_WHAT YOU SHOULD DO:_ Lines in the data below that contain the word "父鬼和気線" are to be copied.

═══ EXERCISE INPUTS ═══

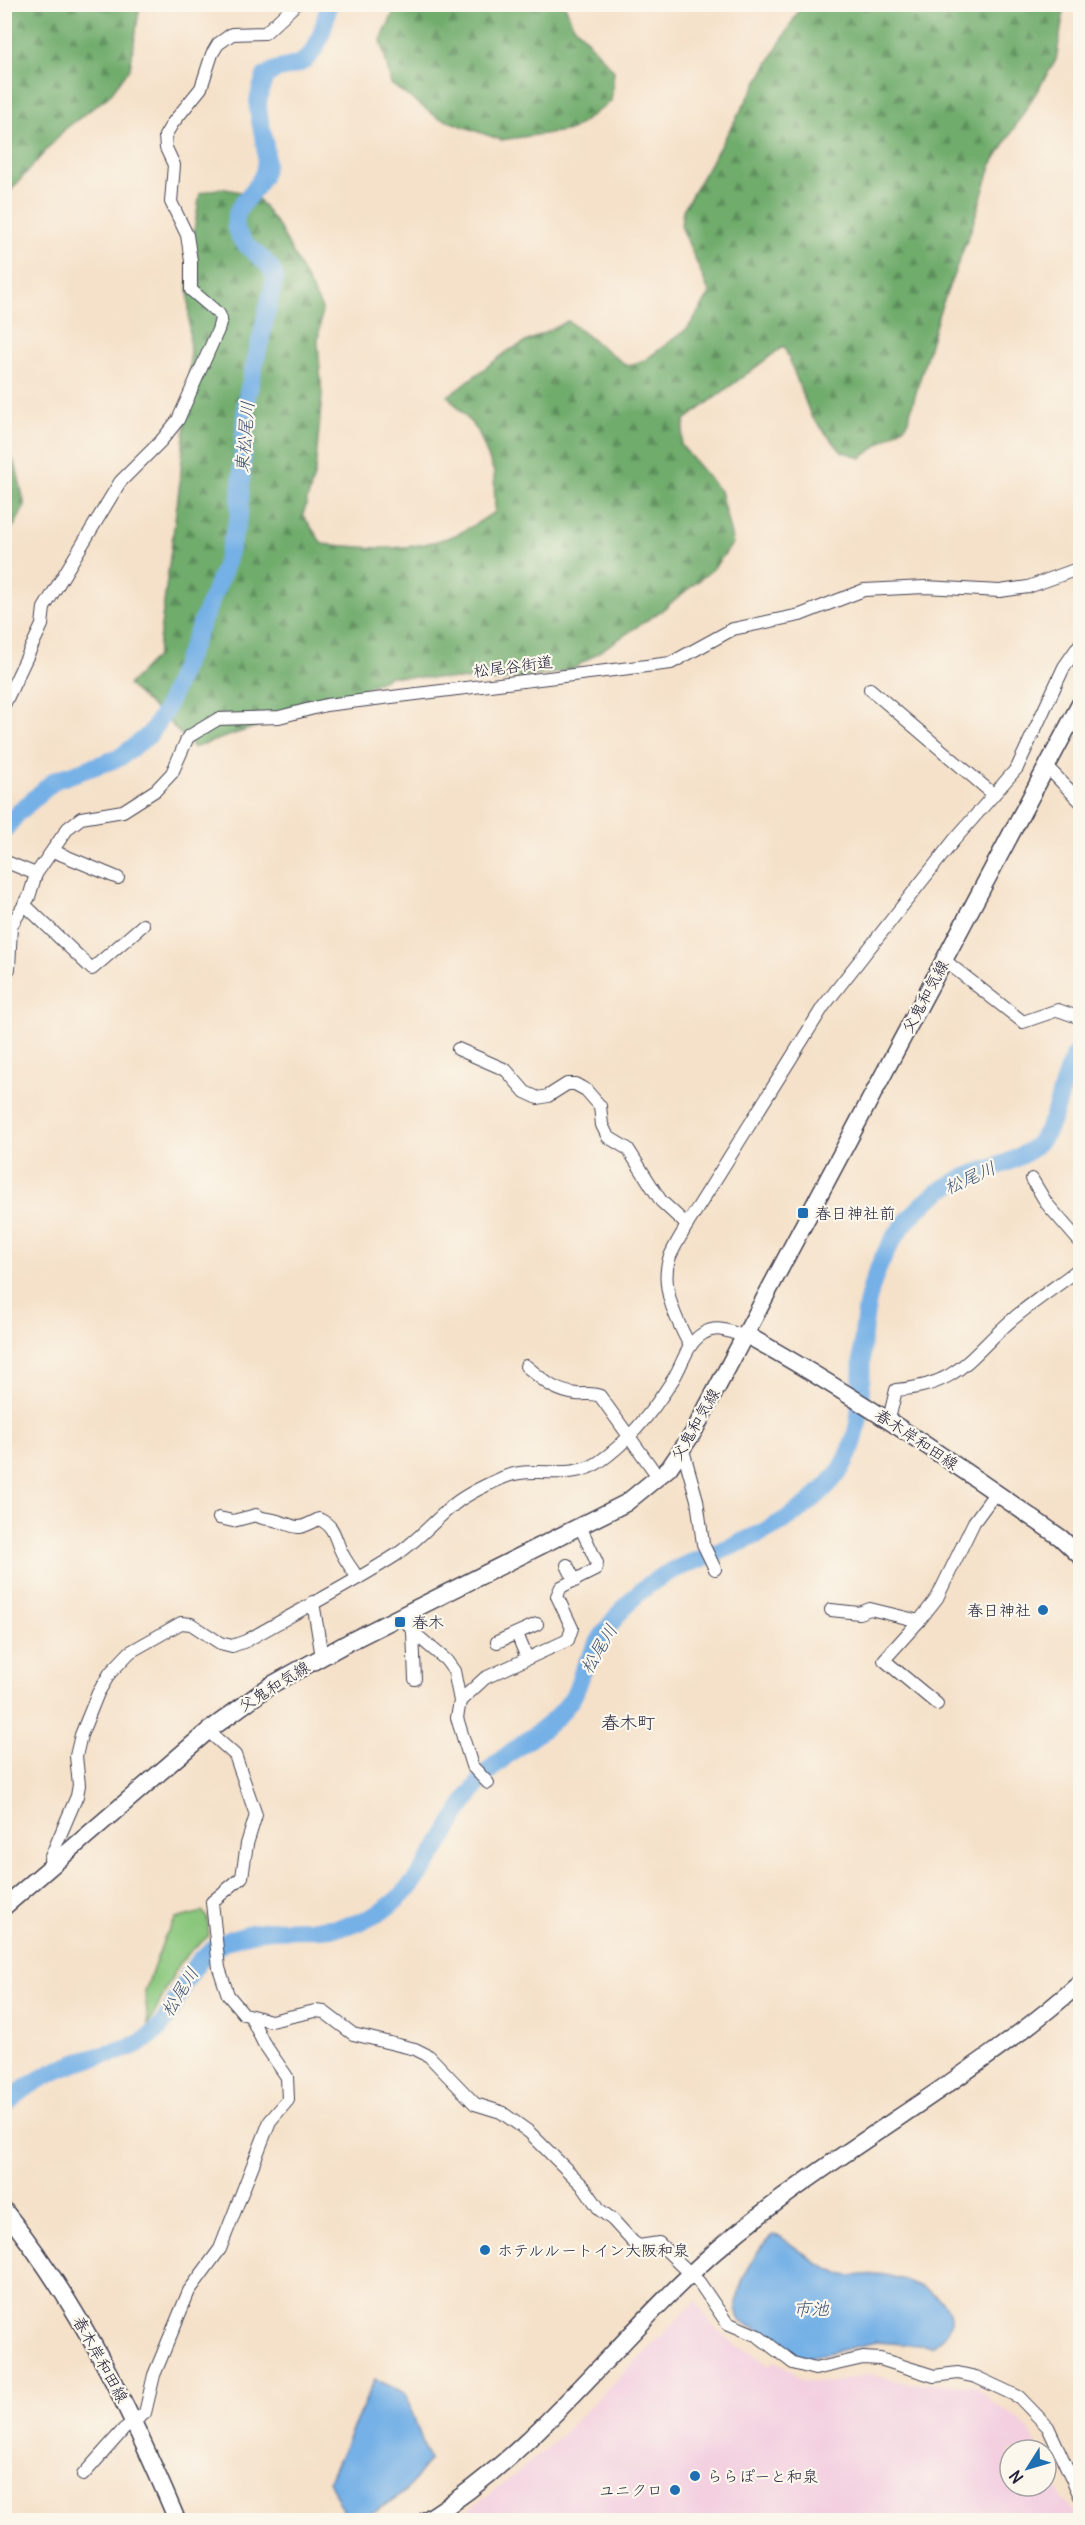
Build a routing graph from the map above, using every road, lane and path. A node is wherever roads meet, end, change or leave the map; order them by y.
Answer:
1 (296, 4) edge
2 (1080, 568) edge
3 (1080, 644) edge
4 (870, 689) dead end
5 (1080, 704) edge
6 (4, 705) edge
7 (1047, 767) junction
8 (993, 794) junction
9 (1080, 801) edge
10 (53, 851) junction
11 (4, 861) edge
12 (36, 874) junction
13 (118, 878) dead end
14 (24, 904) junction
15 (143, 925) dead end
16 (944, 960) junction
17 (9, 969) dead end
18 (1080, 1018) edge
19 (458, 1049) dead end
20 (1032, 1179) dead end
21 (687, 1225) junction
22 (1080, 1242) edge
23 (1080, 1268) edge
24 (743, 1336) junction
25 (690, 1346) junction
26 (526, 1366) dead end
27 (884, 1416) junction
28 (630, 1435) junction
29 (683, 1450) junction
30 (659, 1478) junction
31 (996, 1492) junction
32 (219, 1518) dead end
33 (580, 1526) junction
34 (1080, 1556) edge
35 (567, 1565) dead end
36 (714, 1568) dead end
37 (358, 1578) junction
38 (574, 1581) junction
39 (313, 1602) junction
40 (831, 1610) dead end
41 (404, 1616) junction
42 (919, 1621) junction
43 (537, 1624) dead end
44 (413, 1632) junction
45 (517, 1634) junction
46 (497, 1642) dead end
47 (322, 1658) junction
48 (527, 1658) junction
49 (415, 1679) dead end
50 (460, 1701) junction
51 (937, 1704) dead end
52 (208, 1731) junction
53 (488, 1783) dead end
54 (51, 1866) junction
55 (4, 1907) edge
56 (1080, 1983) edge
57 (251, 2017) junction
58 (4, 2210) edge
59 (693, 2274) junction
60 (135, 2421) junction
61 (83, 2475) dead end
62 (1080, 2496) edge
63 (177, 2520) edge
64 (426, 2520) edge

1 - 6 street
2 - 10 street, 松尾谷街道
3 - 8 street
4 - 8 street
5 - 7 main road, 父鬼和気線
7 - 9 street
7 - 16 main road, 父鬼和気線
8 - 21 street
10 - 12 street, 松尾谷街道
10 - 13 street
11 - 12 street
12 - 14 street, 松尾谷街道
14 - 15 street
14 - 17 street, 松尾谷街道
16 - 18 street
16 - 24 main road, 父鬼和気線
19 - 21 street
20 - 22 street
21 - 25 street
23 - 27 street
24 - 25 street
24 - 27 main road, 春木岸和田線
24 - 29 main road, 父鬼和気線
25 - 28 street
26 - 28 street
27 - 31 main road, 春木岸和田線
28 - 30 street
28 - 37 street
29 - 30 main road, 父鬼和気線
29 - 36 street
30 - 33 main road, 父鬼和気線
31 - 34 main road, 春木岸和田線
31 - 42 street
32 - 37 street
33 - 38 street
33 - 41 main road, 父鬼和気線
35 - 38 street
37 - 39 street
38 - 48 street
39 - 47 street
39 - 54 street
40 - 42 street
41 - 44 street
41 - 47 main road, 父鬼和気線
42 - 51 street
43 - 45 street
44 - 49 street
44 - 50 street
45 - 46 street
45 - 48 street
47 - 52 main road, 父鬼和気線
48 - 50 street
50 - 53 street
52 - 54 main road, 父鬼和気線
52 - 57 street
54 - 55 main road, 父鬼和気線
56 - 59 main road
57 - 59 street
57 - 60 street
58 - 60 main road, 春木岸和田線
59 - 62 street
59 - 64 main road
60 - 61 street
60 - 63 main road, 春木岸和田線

═══

_TASK SOLUTION:_
5 - 7 main road, 父鬼和気線
7 - 16 main road, 父鬼和気線
16 - 24 main road, 父鬼和気線
24 - 29 main road, 父鬼和気線
29 - 30 main road, 父鬼和気線
30 - 33 main road, 父鬼和気線
33 - 41 main road, 父鬼和気線
41 - 47 main road, 父鬼和気線
47 - 52 main road, 父鬼和気線
52 - 54 main road, 父鬼和気線
54 - 55 main road, 父鬼和気線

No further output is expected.